Chi ancora pensa che la Nuova Via della Seta sia un nostalgico revival delle antiche avventure eurasiatiche di Marco Polo sarà deluso. La Belt and Road Initiative, di cui si parla da anni nel mondo, è il più colossale piano economico-diplomatico di sempre. Ora anche in Italia, vista l'adesione firmata dal governo Lega-M5s al memorandum di intesa con la Cina lo scorso marzo durante la visita di Xi Jinping, se ne sta parlando molto. E se ne torna a parlare ora in occasione del Forum 2019 sulla Belt and Road di Pechino (25-27 aprile), al quale prenderà parte anche il premier italiano Giuseppe Conte.

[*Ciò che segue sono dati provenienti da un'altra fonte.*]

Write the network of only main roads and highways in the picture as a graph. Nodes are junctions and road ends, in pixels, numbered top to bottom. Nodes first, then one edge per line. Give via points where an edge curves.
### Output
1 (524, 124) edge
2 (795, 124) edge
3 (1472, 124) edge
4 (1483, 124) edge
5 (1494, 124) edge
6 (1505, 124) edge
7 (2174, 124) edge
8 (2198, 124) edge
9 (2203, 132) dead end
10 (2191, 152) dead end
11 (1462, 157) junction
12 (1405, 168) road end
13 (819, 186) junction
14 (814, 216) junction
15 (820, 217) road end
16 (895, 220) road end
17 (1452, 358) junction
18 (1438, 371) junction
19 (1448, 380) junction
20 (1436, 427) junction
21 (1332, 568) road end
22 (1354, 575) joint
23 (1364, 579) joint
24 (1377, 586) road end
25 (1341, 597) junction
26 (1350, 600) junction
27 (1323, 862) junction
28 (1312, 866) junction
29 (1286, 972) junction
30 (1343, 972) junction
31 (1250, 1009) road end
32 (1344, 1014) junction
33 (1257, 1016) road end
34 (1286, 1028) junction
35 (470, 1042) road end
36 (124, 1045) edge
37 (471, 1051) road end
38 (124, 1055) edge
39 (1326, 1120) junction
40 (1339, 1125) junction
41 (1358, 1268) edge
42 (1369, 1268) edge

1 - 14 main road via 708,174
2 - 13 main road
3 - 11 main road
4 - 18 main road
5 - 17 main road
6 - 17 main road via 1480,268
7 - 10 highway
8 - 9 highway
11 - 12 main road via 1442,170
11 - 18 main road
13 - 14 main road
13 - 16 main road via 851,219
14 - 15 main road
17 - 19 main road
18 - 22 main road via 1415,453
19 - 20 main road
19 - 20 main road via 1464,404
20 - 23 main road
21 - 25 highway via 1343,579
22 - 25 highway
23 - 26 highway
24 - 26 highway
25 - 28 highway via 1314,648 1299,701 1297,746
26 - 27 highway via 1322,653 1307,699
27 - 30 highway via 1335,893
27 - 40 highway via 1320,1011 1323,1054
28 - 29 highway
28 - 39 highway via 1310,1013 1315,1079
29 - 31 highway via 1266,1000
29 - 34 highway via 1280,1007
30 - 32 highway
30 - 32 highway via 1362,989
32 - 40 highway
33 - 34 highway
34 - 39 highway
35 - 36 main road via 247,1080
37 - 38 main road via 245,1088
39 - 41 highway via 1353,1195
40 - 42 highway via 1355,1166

Ecco allora la riproposizione della guida (parziale, non basterebbe un libro a cogliere tutte le sfaccettature e implicazioni) di Affaritaliani.it sugli aspetti principali del progetto che sta (già) cambiando il mondo. 

Che cos'è la Nuova Via della Seta?

Innanzitutto non si tratta di una sola "via della seta". Volendo utilizzare il nome del progetto in italiano sarebbe corretto parlare di "Nuove Vie della Seta", al plurale. Le rotte sono infatti cinque, tre terrestri e due marittime, e potrebbero presto diventare sei. La Belt and Road Initiative (Bri), il nome internazionale del progetto, è un piano annunciato nel 2013 dal presidente cinese Xi Jinping per migliorare i collegamenti commerciali con i paesi dell'Eurasia, sviluppando sulla sua strada non solo binari ma veri e propri centri di connessione economici (e diplomatici). Da un primo stanziamento di 40 miliardi di dollari, durante il forum Bri del 2017 è stato annunciato un ulteriore stanziamento di 100 miliardi. Nell'ottobre del 2017 la Bri è stata inclusa nella costituzione cinese. E' considerato il più grande progetto infrastrutturale e di investimenti della storia. Coinvolge al momento 68 paesi e circa il 65% della popolazione mondiale.

Quali sono le rotte della Belt and Road Initiative?

Esistono tre rotte terrestri che creano sei corridoi della Bri. La prima parte dal nord est della Cina e arriva all'Europa continentale e al Baltico passando dall'Asia centrale e dalla Russia. La seconda parte dal nord ovest della Cina e arriva al Golfo Persico e al Mar Mediterraneo passando per l'Asia centrale e occidentale. La terza parte dal sud ovest dalla Cina e arriva all'oceano Indiano passando per l'Indocina. Ci sono poi due rotte marittime. La prima che dal mar Cinese meridionale arriva nel sud del Pacifico. La seconda che invece si dirige verso l'Africa e l'Europa attraverso lo stretto di Malacca. C'è poi il progetto di creare una terza rotta marittima, quella artica, che potrebbe svilupparsi nei prossimi anni grazie allo scioglimento dei ghiacci.

Come è arrivata la Cina alla creazione della Belt and Road?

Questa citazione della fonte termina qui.